Ağlamak suçtur kimine göre, kimine göre de, sevdiğini kaybetmektir zamansız yere , sere serpe uzanmaktır toprağa ve harman olmaktır, yalnızlığın en karanlığına.

Kardeş türküsüdür ağlamak , varoşların ezberi, bazende bir koyun sürürüsudür, çobansız gezer dağlarda, gökyüzüne uzanır feryadı, ne fakirdir gönlü nede fukara ..

Aynasıdır, öfke kusar geçmişine, bitse de kurtulsa dediği dertleridir, iki yakası iki elinde, sersem olmaktır, sarılmak gibi sarmaktır, acıyı okumaktır gözlerinde ..

Ağlamak bir yastır, yastığına sarılmaktır senelerce , sebepsiz yere gitmektir , tükenmektir bile bile ..

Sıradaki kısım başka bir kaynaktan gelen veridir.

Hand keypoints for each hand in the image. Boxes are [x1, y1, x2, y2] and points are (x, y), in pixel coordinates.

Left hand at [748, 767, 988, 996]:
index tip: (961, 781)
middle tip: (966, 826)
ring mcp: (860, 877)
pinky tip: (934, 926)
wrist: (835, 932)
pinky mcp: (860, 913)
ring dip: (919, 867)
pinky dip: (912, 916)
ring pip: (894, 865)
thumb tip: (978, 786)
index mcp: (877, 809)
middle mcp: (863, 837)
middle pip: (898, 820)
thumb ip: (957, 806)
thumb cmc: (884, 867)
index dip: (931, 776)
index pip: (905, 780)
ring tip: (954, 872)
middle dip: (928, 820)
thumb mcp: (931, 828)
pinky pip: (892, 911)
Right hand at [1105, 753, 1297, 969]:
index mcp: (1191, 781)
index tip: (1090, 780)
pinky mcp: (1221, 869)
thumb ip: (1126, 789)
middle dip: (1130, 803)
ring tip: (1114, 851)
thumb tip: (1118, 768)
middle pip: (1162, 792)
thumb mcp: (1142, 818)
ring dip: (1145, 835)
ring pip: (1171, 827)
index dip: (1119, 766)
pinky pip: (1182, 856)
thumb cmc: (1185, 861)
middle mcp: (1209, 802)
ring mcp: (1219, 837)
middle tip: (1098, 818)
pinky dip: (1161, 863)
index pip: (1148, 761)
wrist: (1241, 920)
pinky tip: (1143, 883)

Kuş sesleri dinlemektir , sessizliğin içinde, ses olmaktır kendine..

İçten içe yanmaktır, sanmaktır o gelecek diye, yokluğuna inat yaşamaktır..

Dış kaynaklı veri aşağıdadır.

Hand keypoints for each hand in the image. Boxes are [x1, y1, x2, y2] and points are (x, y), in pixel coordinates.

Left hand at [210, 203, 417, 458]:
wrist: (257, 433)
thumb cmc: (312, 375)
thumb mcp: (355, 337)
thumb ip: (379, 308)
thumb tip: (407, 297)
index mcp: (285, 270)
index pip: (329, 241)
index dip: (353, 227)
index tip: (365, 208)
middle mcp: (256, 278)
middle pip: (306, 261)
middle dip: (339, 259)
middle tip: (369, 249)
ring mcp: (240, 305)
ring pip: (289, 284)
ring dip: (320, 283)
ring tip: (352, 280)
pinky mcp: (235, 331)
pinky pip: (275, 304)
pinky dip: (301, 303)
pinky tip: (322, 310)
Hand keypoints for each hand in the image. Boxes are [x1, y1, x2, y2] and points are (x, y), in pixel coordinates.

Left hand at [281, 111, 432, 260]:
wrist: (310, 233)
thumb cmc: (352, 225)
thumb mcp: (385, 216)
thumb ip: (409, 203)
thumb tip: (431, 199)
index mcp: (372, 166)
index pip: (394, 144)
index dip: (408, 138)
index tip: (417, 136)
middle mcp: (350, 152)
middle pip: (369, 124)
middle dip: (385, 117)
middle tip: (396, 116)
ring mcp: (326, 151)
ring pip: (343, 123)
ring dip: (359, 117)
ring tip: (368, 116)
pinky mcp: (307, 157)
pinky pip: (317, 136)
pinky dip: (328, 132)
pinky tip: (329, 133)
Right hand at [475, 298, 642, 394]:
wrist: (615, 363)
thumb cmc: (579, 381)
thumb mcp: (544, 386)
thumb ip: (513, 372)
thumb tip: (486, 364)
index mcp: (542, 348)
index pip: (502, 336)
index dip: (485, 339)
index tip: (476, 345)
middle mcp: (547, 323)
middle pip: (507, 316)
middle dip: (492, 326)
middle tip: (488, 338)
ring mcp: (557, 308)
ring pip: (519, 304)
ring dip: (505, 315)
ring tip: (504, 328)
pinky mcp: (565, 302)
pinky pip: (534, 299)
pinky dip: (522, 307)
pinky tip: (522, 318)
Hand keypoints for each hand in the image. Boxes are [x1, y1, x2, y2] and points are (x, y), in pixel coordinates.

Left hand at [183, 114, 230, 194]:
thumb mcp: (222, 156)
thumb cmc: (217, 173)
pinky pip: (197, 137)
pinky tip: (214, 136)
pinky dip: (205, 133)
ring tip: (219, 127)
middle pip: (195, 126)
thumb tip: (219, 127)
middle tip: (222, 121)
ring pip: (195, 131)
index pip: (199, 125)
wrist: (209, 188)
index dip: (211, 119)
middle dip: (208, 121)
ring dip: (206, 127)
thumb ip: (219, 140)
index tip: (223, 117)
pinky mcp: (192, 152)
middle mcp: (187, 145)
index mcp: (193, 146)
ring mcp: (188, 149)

Ağlamak en kuytu köşelere gidip, saatlerce bakmaktır duvarlara , düş kurmaktır düştüğün çıkmazlarda, azdır çoktur, kimi zaman yokluktur uzaklarda ...

Ağlamak titreyen dudaklardır, uslu bir çocuk gibi oturmaktır aslında, bazen de yıkılmaktır ulu orta , yıkmaktır tüm olup biteni , bağırmaktır fütursuzca, su gibi akmaktır, başıboş kalmaktır, bu hayatta ..

Kavuşmaya hasrettir ağlamak, güneşe özlem, aşka sitem , ölüme gizemdir, yakarıştır yaradana yardan öte, son sözdür yalvarmaktan önce ,ödünç almaktır gülmeyi,  mutlu olmaktır yalandan yere ...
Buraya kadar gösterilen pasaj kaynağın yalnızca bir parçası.